Napsgear: 7 Types of People Who Never Get Results



Some people just can’t do it. Their mindset and habits allow them to continue to be average. They seem to always have an excuse up their sleeve, blame their circumstances or blame other people, and just never seem to take ownership. They fail to address the issues from within, and these people need a reality check.
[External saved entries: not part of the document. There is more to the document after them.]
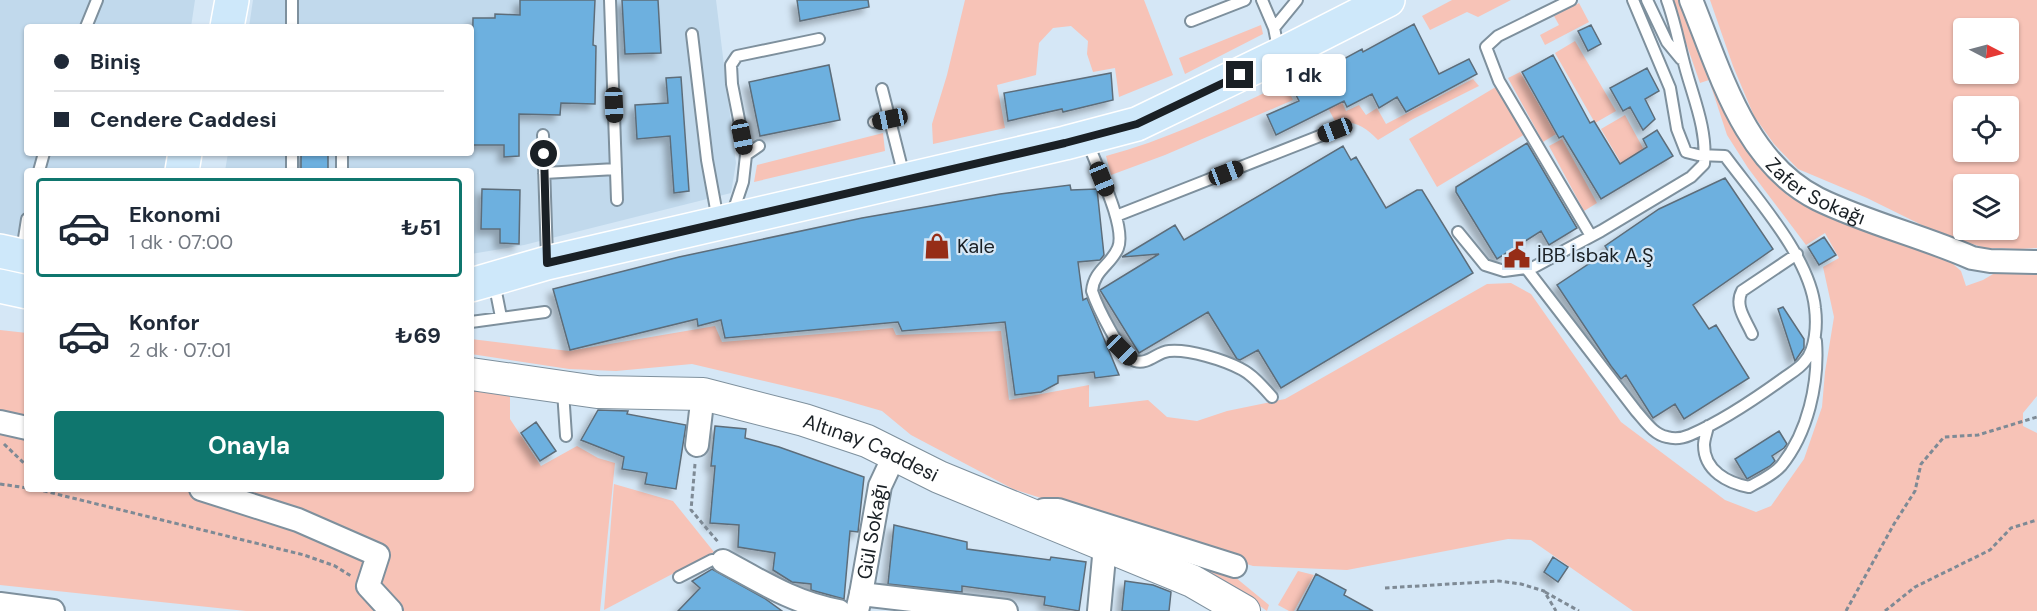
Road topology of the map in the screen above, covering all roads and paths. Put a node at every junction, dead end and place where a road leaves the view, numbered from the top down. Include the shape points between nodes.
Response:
1 (97, 0) edge
2 (210, 0) edge
3 (232, 0) edge
4 (292, 0) edge
5 (610, 0) edge
6 (1245, 0) edge
7 (1262, 0) edge
8 (1297, 0) edge
9 (1388, 0) edge
10 (1570, 0) edge
11 (1633, 0) edge
12 (1647, 0) edge
13 (1667, 0) edge
14 (1691, 0) edge
15 (1191, 21) dead end
16 (87, 24) edge
17 (206, 24) edge
18 (228, 24) edge
19 (292, 24) edge
20 (692, 34) dead end
21 (819, 39) dead end
22 (1278, 41) junction
23 (1683, 62) junction
24 (882, 89) dead end
25 (890, 119) junction
26 (874, 122) dead end
27 (1335, 130) dead end
28 (543, 135) dead end
29 (1086, 137) junction
30 (759, 146) dead end
31 (746, 155) junction
32 (1705, 156) junction
33 (616, 169) junction
34 (544, 173) junction
35 (905, 179) junction
36 (617, 200) dead end
37 (1116, 216) junction
38 (724, 221) junction
39 (24, 229) edge
40 (1458, 232) dead end
41 (1591, 236) junction
42 (1797, 254) junction
43 (16, 255) edge
44 (2037, 262) edge
45 (547, 263) junction
46 (1526, 268) junction
47 (482, 282) edge
48 (0, 286) edge
49 (24, 291) edge
50 (0, 297) edge
51 (24, 297) edge
52 (546, 312) dead end
53 (501, 317) junction
54 (474, 322) edge
55 (1815, 329) junction
56 (1752, 334) dead end
57 (474, 374) edge
58 (562, 387) junction
59 (703, 394) junction
60 (1272, 397) dead end
61 (2037, 417) edge
62 (0, 422) edge
63 (1708, 426) junction
64 (24, 427) edge
65 (566, 436) dead end
66 (0, 441) edge
67 (697, 445) joint
68 (895, 454) junction
69 (24, 463) edge
70 (0, 484) edge
71 (24, 488) edge
72 (53, 492) edge
73 (210, 492) edge
74 (1018, 510) junction
75 (2037, 520) edge
76 (1105, 546) junction
77 (723, 561) junction
78 (1235, 566) dead end
79 (679, 577) dead end
80 (368, 586) junction
81 (1385, 588) dead end
82 (1544, 591) junction
83 (859, 603) edge
84 (0, 604) edge
85 (52, 611) edge
86 (392, 611) edge
87 (838, 611) edge
88 (1006, 611) edge
89 (1099, 611) edge
90 (1244, 611) edge
91 (1556, 611) edge
92 (1579, 611) edge
93 (1846, 611) edge
94 (1885, 611) edge

1 - 16 lane
2 - 17 main road
3 - 18 main road
4 - 19 lane
5 - 33 lane
6 - 15 lane
7 - 22 lane
8 - 22 lane
9 - 22 main road
10 - 41 lane via 1498,36 1485,47 1499,81
11 - 32 lane via 1670,88 1677,129 1686,152
12 - 23 lane via 1667,42
13 - 23 lane
14 - 44 street, Zafer Sokağı via 1734,105 1771,164 1792,182 1817,199 1972,258
20 - 38 lane via 707,160
21 - 31 lane via 764,45 737,56 731,65
22 - 29 main road via 1137,124
23 - 32 lane via 1699,109
24 - 25 lane
25 - 26 lane
25 - 35 lane
27 - 37 lane
28 - 34 lane
29 - 35 main road
29 - 37 lane
30 - 31 lane
31 - 38 lane via 743,182
32 - 41 lane via 1704,164 1691,177
32 - 42 lane via 1725,156
33 - 34 lane
33 - 36 lane
34 - 45 lane
35 - 38 main road
37 - 60 lane via 1120,243 1093,281 1092,291 1122,350 1132,360 1142,362 1167,351 1220,360 1242,369
38 - 45 main road
39 - 43 lane
40 - 46 lane via 1485,265 1504,271
41 - 46 lane
42 - 55 lane via 1815,307
42 - 56 lane via 1742,291 1738,298
45 - 47 main road
46 - 63 lane via 1656,433 1677,438
47 - 53 lane
48 - 49 main road
50 - 51 street
52 - 53 lane
53 - 54 lane
55 - 63 lane via 1806,361 1765,392
55 - 63 lane via 1818,362 1802,433 1780,467 1749,487 1734,484 1707,461 1704,445
57 - 58 street, Altınay Caddesi
58 - 59 street, Altınay Caddesi via 597,392
58 - 65 lane
59 - 67 street
59 - 68 street, Altınay Caddesi via 804,420
61 - 93 path via 1978,435 1944,437 1921,464 1915,491
62 - 64 street
66 - 69 path
67 - 77 path via 691,510 724,548
68 - 74 street, Altınay Caddesi
68 - 83 street, Gül Sokağı via 880,486
70 - 71 path
72 - 80 path via 304,555 335,566
73 - 80 street via 298,520 378,555
74 - 76 street, Altınay Caddesi
74 - 78 street via 1058,510
75 - 94 path via 2011,528 1990,550 1915,587
76 - 89 street
76 - 90 street, Altınay Caddesi via 1192,582
77 - 79 lane via 712,560
77 - 87 street via 801,601
80 - 86 street
81 - 82 path via 1499,581
82 - 91 path
82 - 92 path
83 - 88 street
84 - 85 street

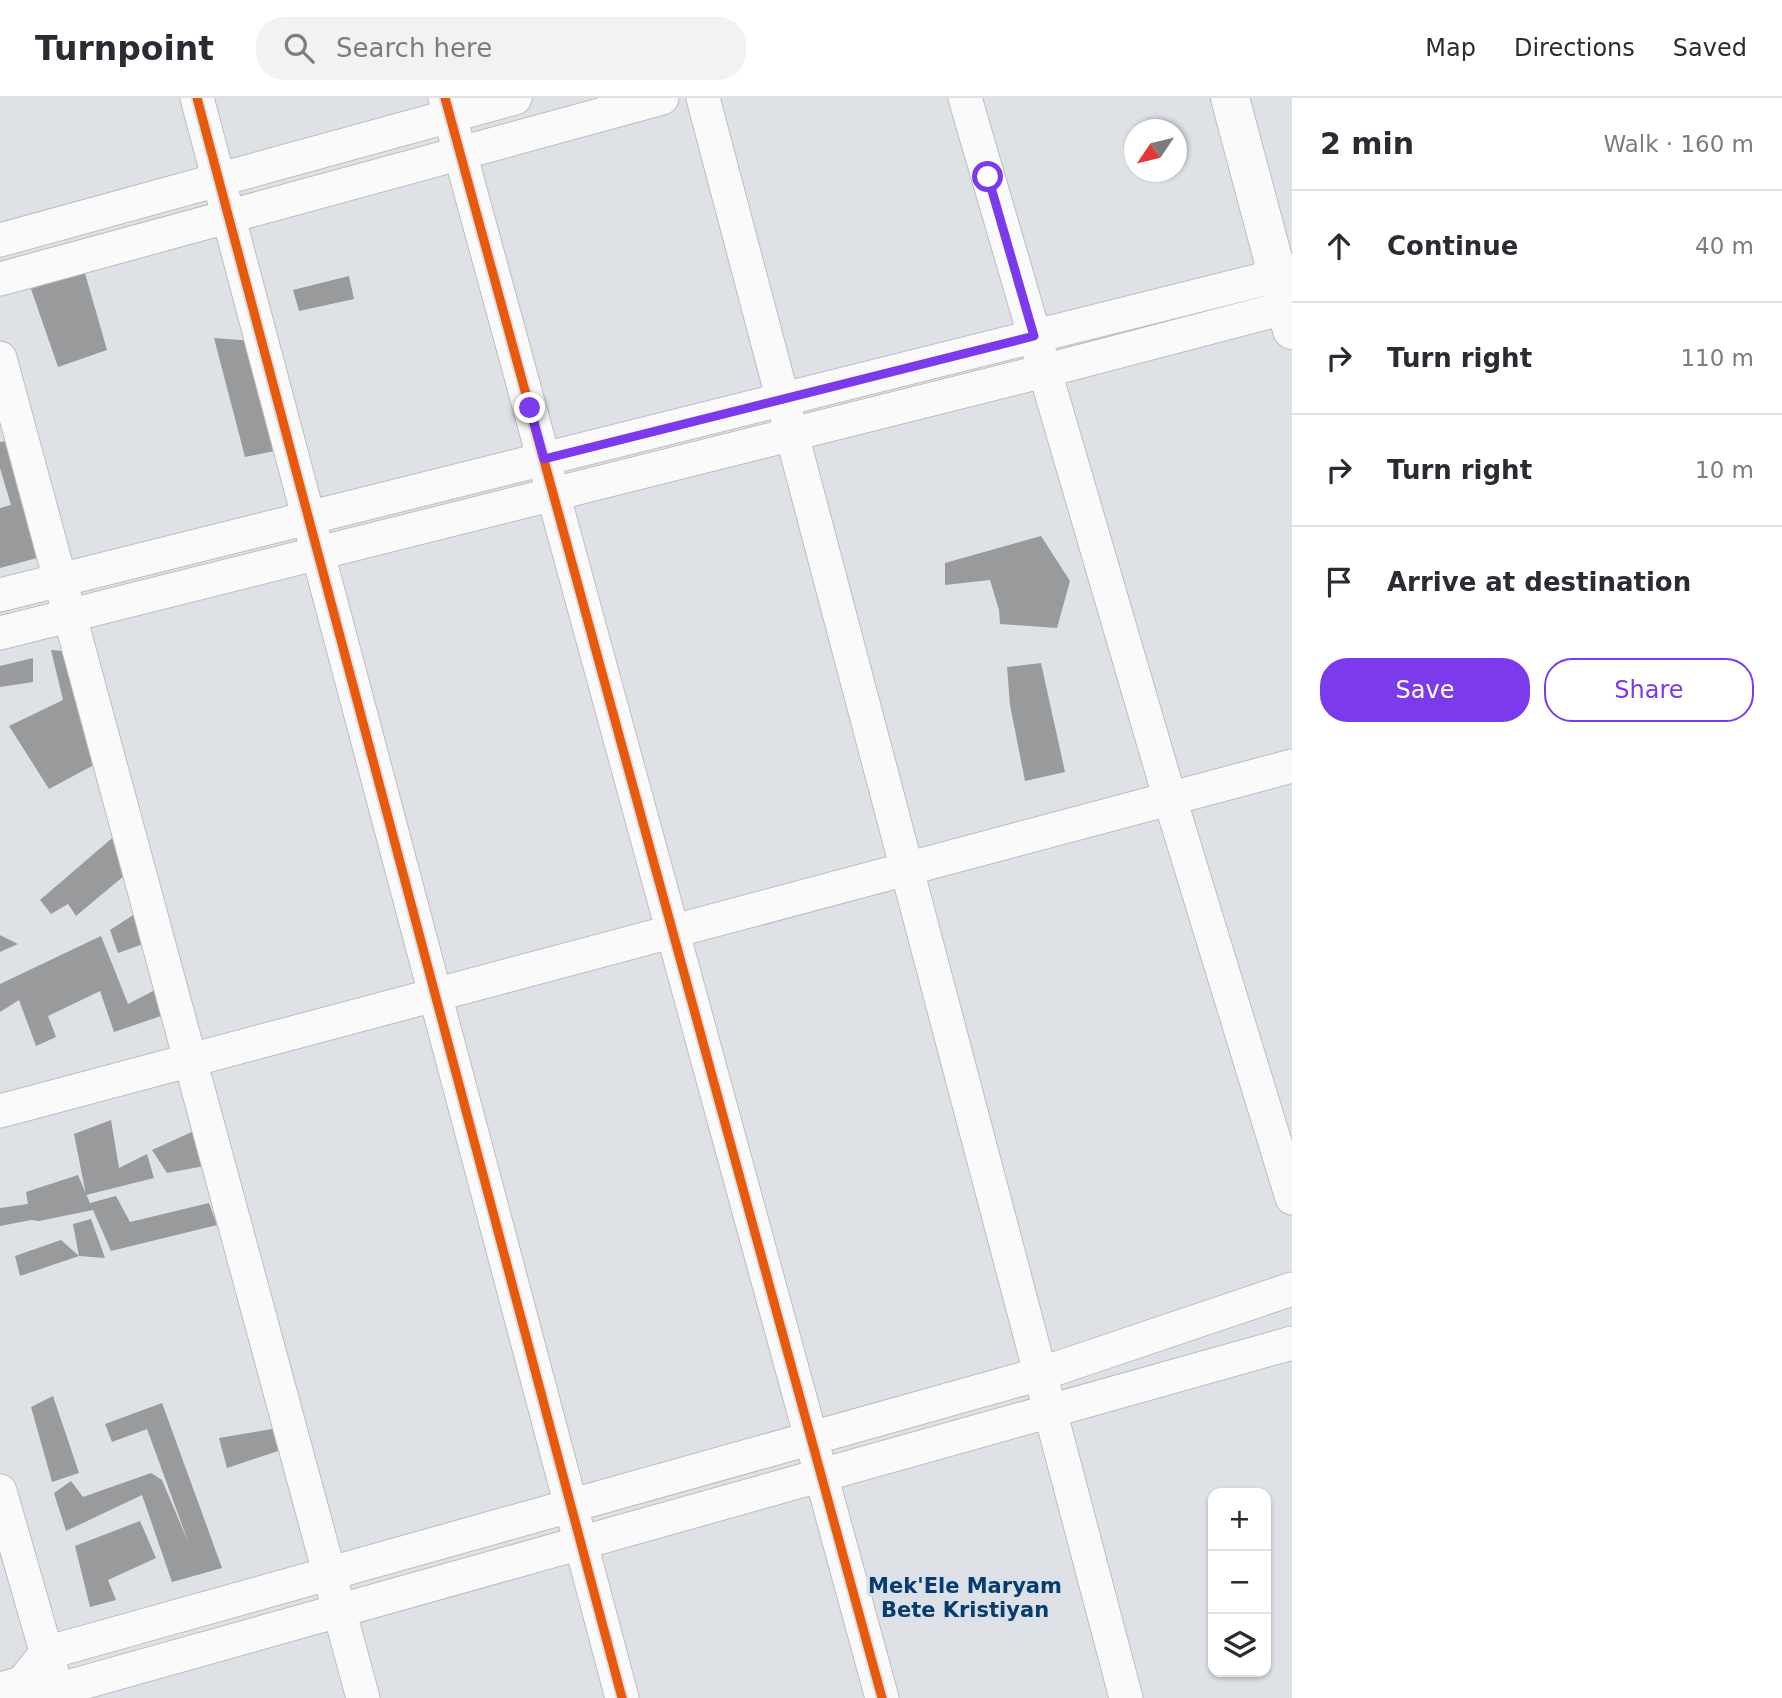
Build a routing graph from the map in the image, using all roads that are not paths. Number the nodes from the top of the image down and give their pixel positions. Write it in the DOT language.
graph roads {
  1 [pos="197,98"];
  2 [pos="516,98"];
  3 [pos="662,98"];
  4 [pos="703,98"];
  5 [pos="965,98"];
  6 [pos="1230,98"];
  7 [pos="448,107"];
  8 [pos="461,153"];
  9 [pos="219,180"];
  10 [pos="229,217"];
  11 [pos="0,240"];
  12 [pos="0,279"];
  13 [pos="1288,298"];
  14 [pos="1034,336"];
  15 [pos="0,358"];
  16 [pos="1044,371"];
  17 [pos="783,399"];
  18 [pos="792,434"];
  19 [pos="544,459"];
  20 [pos="553,494"];
  21 [pos="309,518"];
  22 [pos="318,553"];
  23 [pos="60,580"];
  24 [pos="0,595"];
  25 [pos="70,616"];
  26 [pos="0,634"];
  27 [pos="1292,766"];
  28 [pos="1170,799"];
  29 [pos="907,869"];
  30 [pos="673,932"];
  31 [pos="435,995"];
  32 [pos="190,1060"];
  33 [pos="0,1111"];
  34 [pos="1292,1198"];
  35 [pos="1292,1289"];
  36 [pos="1292,1343"];
  37 [pos="1040,1374"];
  38 [pos="1051,1411"];
  39 [pos="811,1438"];
  40 [pos="821,1476"];
  41 [pos="0,1491"];
  42 [pos="571,1505"];
  43 [pos="581,1543"];
  44 [pos="329,1573"];
  45 [pos="339,1611"];
  46 [pos="46,1653"];
  47 [pos="11,1686"];
  48 [pos="58,1694"];
  49 [pos="363,1698"];
  50 [pos="622,1698"];
  51 [pos="882,1698"];
  52 [pos="1126,1698"];
  1 -- 9 [label="street"];
  2 -- 7 [label="street"];
  3 -- 8 [label="street"];
  4 -- 17 [label="street"];
  5 -- 14 [label="street"];
  6 -- 13 [label="street"];
  7 -- 8 [label="street"];
  7 -- 9 [label="street"];
  8 -- 10 [label="street"];
  8 -- 19 [label="street"];
  9 -- 10 [label="street"];
  9 -- 11 [label="street"];
  10 -- 12 [label="street"];
  10 -- 21 [label="street"];
  13 -- 14 [label="street"];
  13 -- 16 [label="street"];
  14 -- 16 [label="street"];
  14 -- 17 [label="street"];
  15 -- 23 [label="street"];
  16 -- 18 [label="street"];
  16 -- 28 [label="street"];
  17 -- 18 [label="street"];
  17 -- 19 [label="street"];
  18 -- 20 [label="street"];
  18 -- 29 [label="street"];
  19 -- 20 [label="street"];
  19 -- 21 [label="street"];
  20 -- 22 [label="street"];
  20 -- 30 [label="street"];
  21 -- 22 [label="street"];
  21 -- 23 [label="street"];
  22 -- 25 [label="street"];
  22 -- 31 [label="street"];
  23 -- 24 [label="street"];
  23 -- 25 [label="street"];
  25 -- 26 [label="street"];
  25 -- 32 [label="street"];
  27 -- 28 [label="street"];
  28 -- 29 [label="street"];
  28 -- 34 [label="street"];
  29 -- 30 [label="street"];
  29 -- 37 [label="street"];
  30 -- 31 [label="street"];
  30 -- 39 [label="street"];
  31 -- 32 [label="street"];
  31 -- 42 [label="street"];
  32 -- 33 [label="street"];
  32 -- 44 [label="street"];
  35 -- 37 [label="street"];
  36 -- 38 [label="street"];
  37 -- 38 [label="street"];
  37 -- 39 [label="street"];
  38 -- 40 [label="street"];
  38 -- 52 [label="street"];
  39 -- 40 [label="street"];
  39 -- 42 [label="street"];
  40 -- 43 [label="street"];
  40 -- 51 [label="street"];
  41 -- 46 [label="street"];
  42 -- 43 [label="street"];
  42 -- 44 [label="street"];
  43 -- 45 [label="street"];
  43 -- 50 [label="street"];
  44 -- 45 [label="street"];
  44 -- 46 [label="street"];
  45 -- 48 [label="street"];
  45 -- 49 [label="street"];
  46 -- 47 [label="street"];
  46 -- 48 [label="street"];
  47 -- 48 [label="street"];
}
The Guy Who Thinks His Job Counts as a Workout
Your job is hard, that’s no lie. But some people still wonder why their bodies don’t reflect their hard work and manual labor.
When it comes to muscle growth and physique development, training is much different than general hard labor. Your job is well, your job, it’s not your workout. Yes, you’re lifting things and burning a lot of calories, but it’s still not the same as actually training.
When you’re working, you’re not making mindful muscle contractions in reps, or training your body in patterns that don’t get performed at work. And sorry to say, the soreness you get from your job is not really an indicator of growth.
If you want help with your performance on the job and an advantage in the gym, you must work on your training. You already have the work ethic and know what it’s like to be under strain, so its time to put in some work at the gym. Even if your job is tiring, just a few hours on top of your career will help you get results. Just make it happen.

The Picky Eater
You know the one. They’re always eating bad because they don’t like healthier foods, and always have excuses why they cant make changes to their nutrition.
He says he only likes one vegetable and all the rest taste bad. Healthy food has a weird texture. Plain water is so bland, he’d rather chug soda all day. He says cauliflower wings aren’t real wings, and turkey bacon isn’t real bacon. He doesn’t accept healthier alternatives because he doesn’t consider them real food.
Here’s the thing: we don’t really enjoy chicken and broccoli either. Fit people still enjoy the same foods that you do. We still love donuts, French fries, cheeseburgers, and cake. No, cauliflower wings and turkey bacon are not as good as the real thing. But we can think beyond the short-term dopamine release we get from eating chocolate cake, and we think about how we’re going to feel after eating that. We eat the way we do because fitness is our priority.
We find ways to make healthier or lower calorie food swaps. And over time they become more enjoyable. Obviously, they’re not going to be as good as the real thing, but you need to stop exaggerating how bad “healthy” foods taste, especially when you’ve never given them a chance.
No, you don’t have more sensitive taste buds, it just shows that you’re not creative in the kitchen. Healthy foods don’t taste bad, you just suck at cooking. Learn to use sauces, seasonings, and learn how to cook (is watching a simple YouTube video really that hard?). If you’re lost, search for macro hacks. Those macro people really have a trick to make any food a healthier version.
So, stop being a child. Grow up and try some new food for once.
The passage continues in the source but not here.